No person could have done more than Jacob Riis (above) (1849-1914) to improve the appalling conditions that many thousands of people were forced to live in amongst the slums and stench-ridden tenements that proliferated in lower Manhattan. An immigrant from Denmark in 1870 he was unable to find work, he was often forced to spend the night in police station lodging houses. Riis did a variety of menial jobs before finding work with a news bureau in 1873 and by 1877 had progressed to a police reporter with the New York Tribune, staying until 1888 when he was employed as a photo-journalist by the New York Evening Sun.With unfailing accuracy, he questioned some of the things he saw and didn't like, used his pen and was a pioneer in photo-journalism. Using his own photography to fully illustrate his documentaries to indict the slums and tenements of a New York City in the dawn of a new century.
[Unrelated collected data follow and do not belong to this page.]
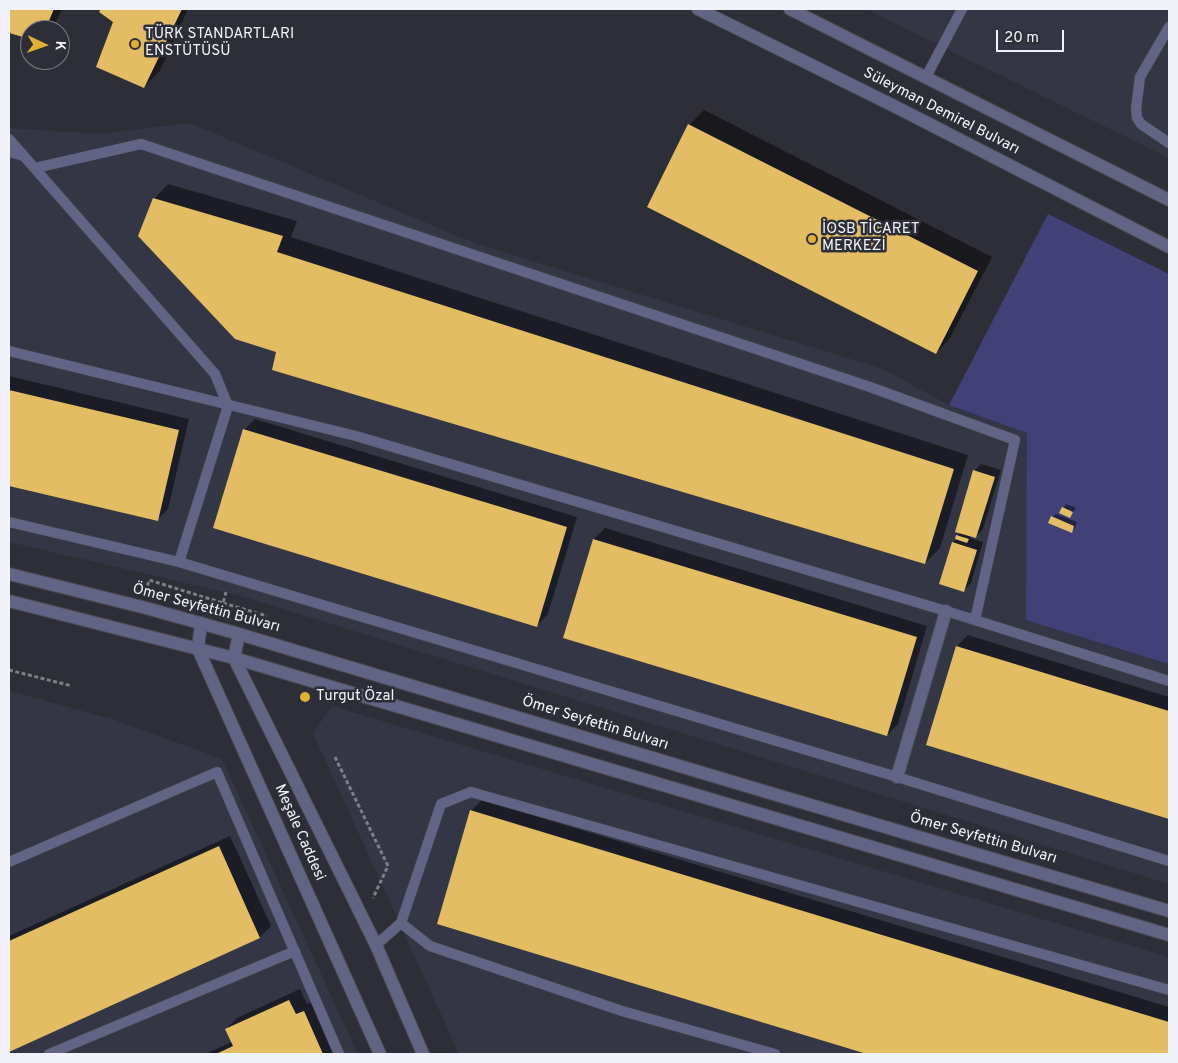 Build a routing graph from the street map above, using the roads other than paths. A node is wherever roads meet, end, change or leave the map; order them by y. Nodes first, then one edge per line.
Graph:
1 (698, 9) edge
2 (790, 9) edge
3 (962, 9) edge
4 (1169, 27) edge
5 (926, 77) junction
6 (9, 139) edge
7 (1169, 143) edge
8 (9, 152) edge
9 (24, 156) junction
10 (35, 168) junction
11 (1169, 200) edge
12 (1169, 246) edge
13 (9, 351) edge
14 (228, 406) junction
15 (9, 522) edge
16 (179, 562) junction
17 (9, 574) edge
18 (9, 601) edge
19 (946, 611) junction
20 (975, 620) junction
21 (201, 623) junction
22 (239, 634) junction
23 (198, 649) junction
24 (234, 658) junction
25 (1169, 681) edge
26 (897, 777) junction
27 (1169, 861) edge
28 (9, 862) edge
29 (1169, 910) edge
30 (401, 923) junction
31 (1169, 936) edge
32 (376, 945) junction
33 (295, 951) junction
34 (1169, 990) edge
35 (49, 1054) edge
36 (339, 1054) edge
37 (380, 1054) edge
38 (423, 1054) edge
39 (775, 1054) edge

1 - 12 street, Süleyman Demirel Bulvarı
2 - 5 street, Süleyman Demirel Bulvarı
3 - 5 lane
4 - 7 lane
5 - 11 street, Süleyman Demirel Bulvarı
6 - 9 lane
8 - 9 lane
9 - 10 lane
10 - 14 lane
10 - 20 lane
13 - 14 lane
14 - 16 lane
14 - 19 lane
15 - 16 lane
16 - 26 lane
17 - 21 street, Ömer Seyfettin Bulvarı
18 - 23 street
19 - 20 lane
19 - 26 street
20 - 25 lane
21 - 22 street, Ömer Seyfettin Bulvarı
21 - 23 street
22 - 24 street
22 - 29 street, Ömer Seyfettin Bulvarı
23 - 24 street
23 - 37 street, Meşale Caddesi
24 - 31 street
24 - 32 street, Meşale Caddesi
26 - 27 lane
28 - 33 lane
30 - 32 lane
30 - 34 lane
30 - 39 lane
32 - 38 street, Meşale Caddesi
33 - 35 lane
33 - 36 lane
young children grabbing some sleep in Mulberry Street
In December, 1889, his account of the abysmal quality of city life, illustrated by photographs, appeared in Scribner's Magazine which created a great deal of interest and, so the following year, a full length version, "How the Other Half Lives" was published. The book was read by Theodore Roosevelt, the New York Police Commissioner, and he had the city police lodging houses, that were featured in the book closed down. Roosevelt was much moved by Riis's accounts and photographs of the deprivations suffered by those poor souls living in such turgid conditions, that as he rose up the political ladder to President of the United States, he contributed greatly to increasing the living standards of the ordinary working classes.